Trigger
Two recent articles report about recent efforts in the U.S. Congress to reform mental health care in the U.S. This is long overdue! Finally, someone in the U.S. Congress
“A Mental-Health Overhaul/A Congressman produces a set of good ideas for a difficult problem.” (Subscription required, but if you use Google Chrome it appears to be free access) published in the Wall Street Journal on 12/25/2013.

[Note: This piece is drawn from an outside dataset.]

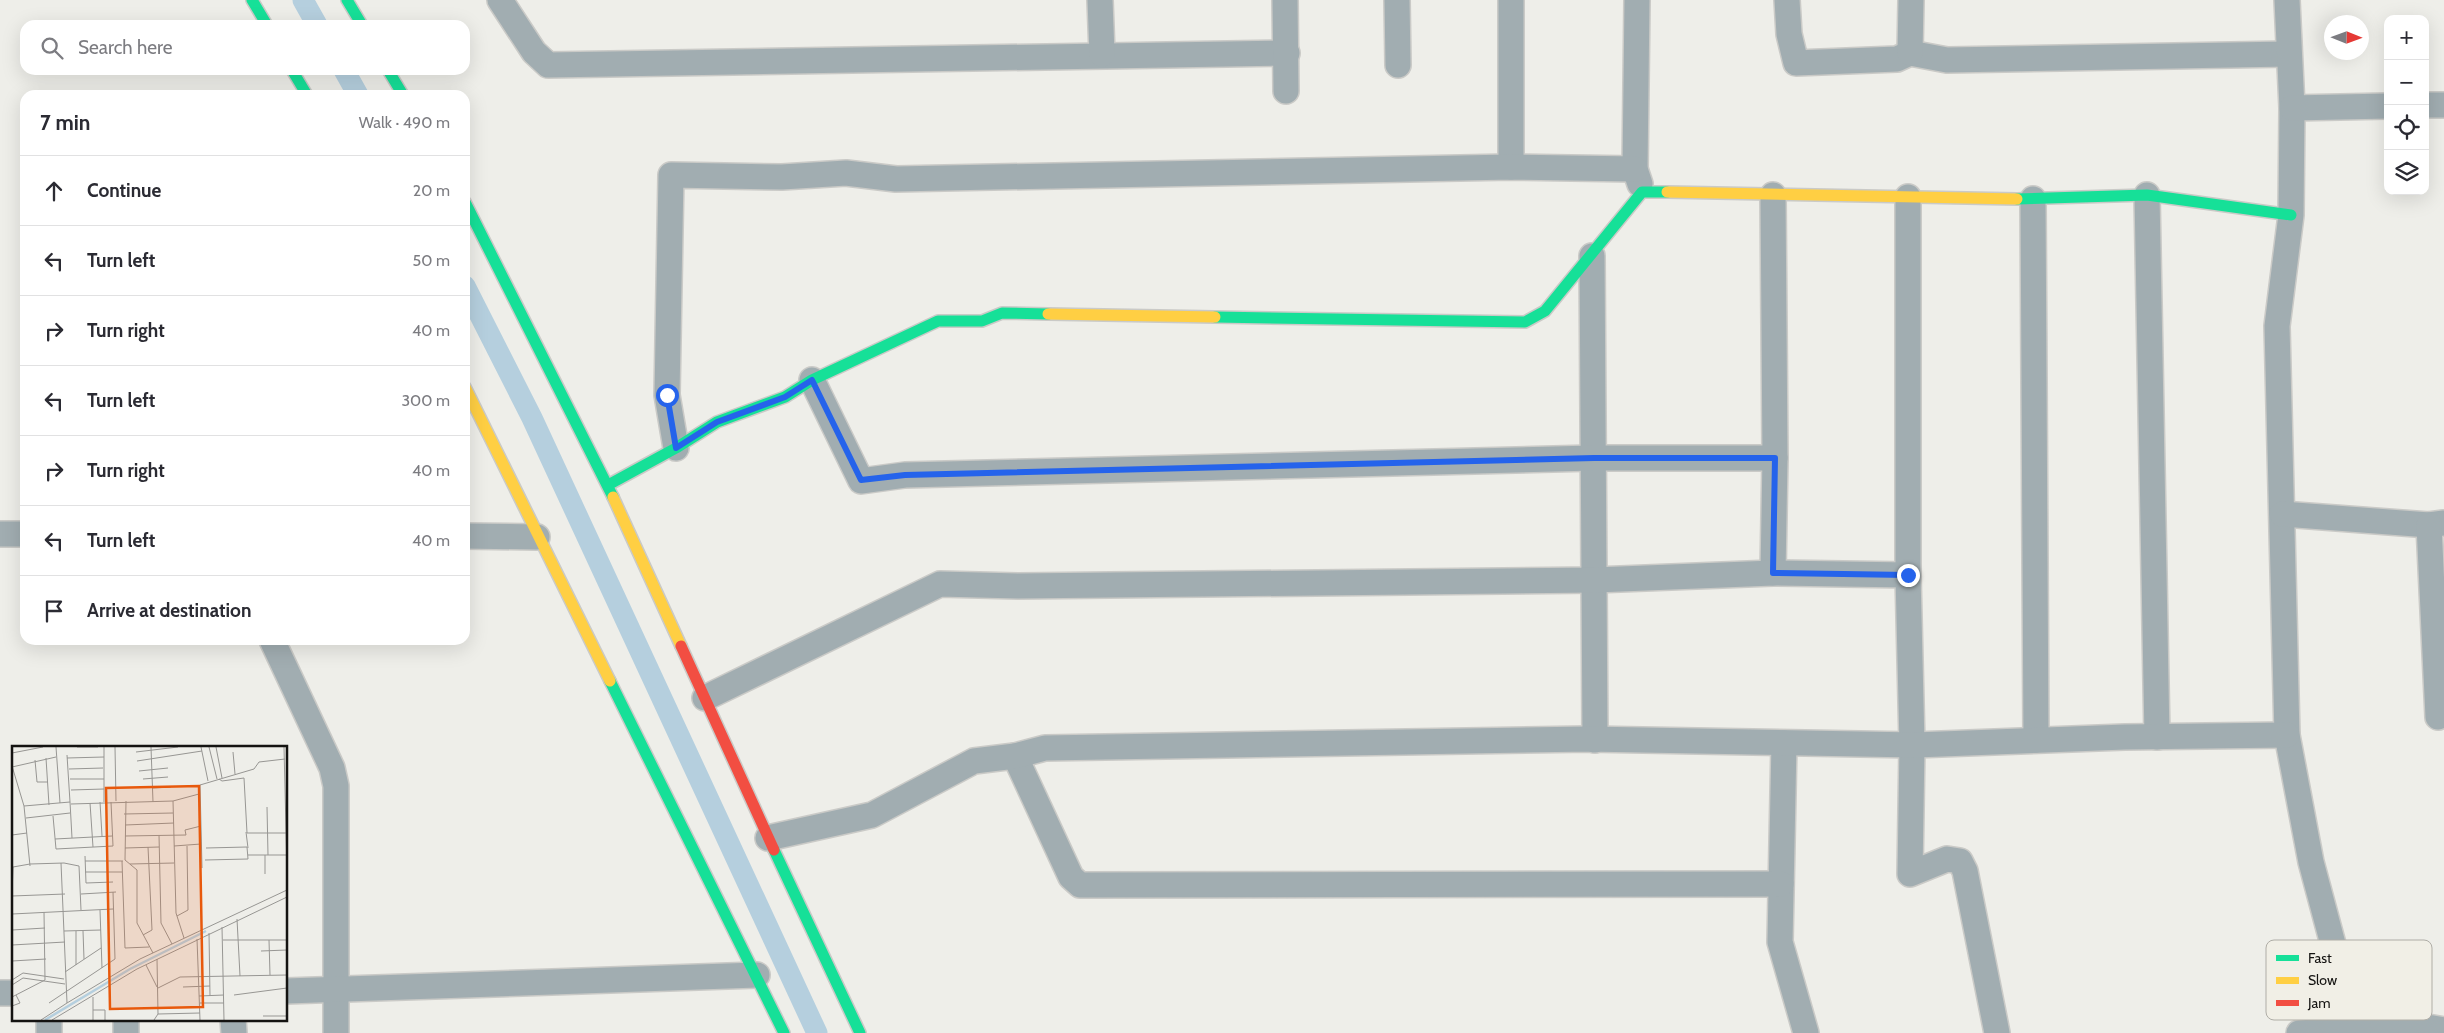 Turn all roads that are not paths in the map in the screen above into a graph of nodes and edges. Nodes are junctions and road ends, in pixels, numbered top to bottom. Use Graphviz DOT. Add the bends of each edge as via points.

“A law to fix mental health care” by Sally Satel published by the American Enterprise Institute on 12/22/2013.
Kudos And Thanks!
Please be grateful for U.S. Representatives like Timothy F. Murphy (R) from Pennsylvania who is reported to be a driving force behind this reasonable reform effort.
Salient Features
I will focus here on the WSJ article as it may not be as accessible.
Emphasis added:
- “The feds spend a stunning $125 billion a year on "mental health" via programs ranging from Medicaid to the Social Security Administration. Yet the Murphy committee discovered that most of this cash goes to vague and ineffective services rarely focused on treating the most serious illnesses—schizophrenia, bipolar disorder or severe depression. There is little interagency coordination, little government data collection on treatment outcomes, and no central effort to drive evidence-based care.” [As you would expect if Big Government runs health care!]
- “The Murphy bill would reorient all of this and create a new HHS assistant secretary for mental health and substance-abuse disorders who would lead federal mental-illness efforts. … An example: One NIMH project showed that identifying the first sign of psychosis in an individual, and immediately treating it with lower-dose medication, could prevent a patient from developing full-blown schizophrenia and allow a functioning life. These are the treatments that federal dollars need to be supporting. The new assistant secretary would take over the grant process; ...”
- “The Murphy bill also uses grant money to push states to modernize their mental-illness laws. Some 23 states still allow for involuntary commitment only if a mentally ill person is an imminent danger to himself or others. This standard is nearly impossible to meet, and even psychotics are often able to present a brief façade of normality. Many are unaware they're even ill and won't voluntarily get help.”
- “Community mental-health centers would only receive grants if their state's commitment laws include a "need for treatment" standard, which gives families and physicians greater ability to get help for the mentally ill. Grants would also flow only to centers in the 44 states that have assisted-outpatient treatment laws, in which courts can require the mentally ill, as a condition of remaining in a community, to receive treatment.”
- “... removing the federal bias against hospital psychiatric care. Medicaid currently won't reimburse for psychiatric care in any hospital that has more than 16 psychiatric beds. … Seventy years ago the U.S. had 600,000 inpatient psychiatric beds for a country half its current population. Today it has 40,000.” “A similar shortage of psychiatric professionals—especially for children—has meant the average time between a first episode of psychosis and initial treatment can be 110 weeks. The Murphy bill addresses this by advancing tools like tele-psychiatry, which links primary physicians in underserved areas to psychiatric professionals. Speaking of children, the law finally fixes the federal privacy law known as HIPAA, once again allowing mental-health professional and families to share information about loved ones.”
- “The Murphy legislation also addresses one of the more destructive forces in the mental-health system: the legal lobby. Many Americans may be shocked to know their tax dollars are funding a small army of self-anointed "advocates" who encourage the mentally ill to avoid treatment, and who fight parental and court attempts to get them care. The Murphy bill stops this funding. It also gives physicians legal safe harbor to volunteer at understaffed mental-health centers, something many currently won't do for fear of malpractice suits.”
Can you believe this all this sheer insanity that has been going on for decades! This is what Big Government run healthcare looks is like!
Gun Control Red Herring
It is a shame how many of our legislators and the current U.S. President Obama have engaged in numerous new gun control proposals etc. These are terrible populists exploiting tragic events committed by underserved mentally ill perpetrators.
A Cry For Help!
I do not want to justify or excuse or condone any of these horrible events where a mentally ill person killed or maims a number of innocent people. However, some of these mentally ill people are smart.
Perhaps, these horrible events were kind of cries of help or a sort of brutal reminder in a society who still treats mental illness as a great taboo and stigmatizes the sufferers.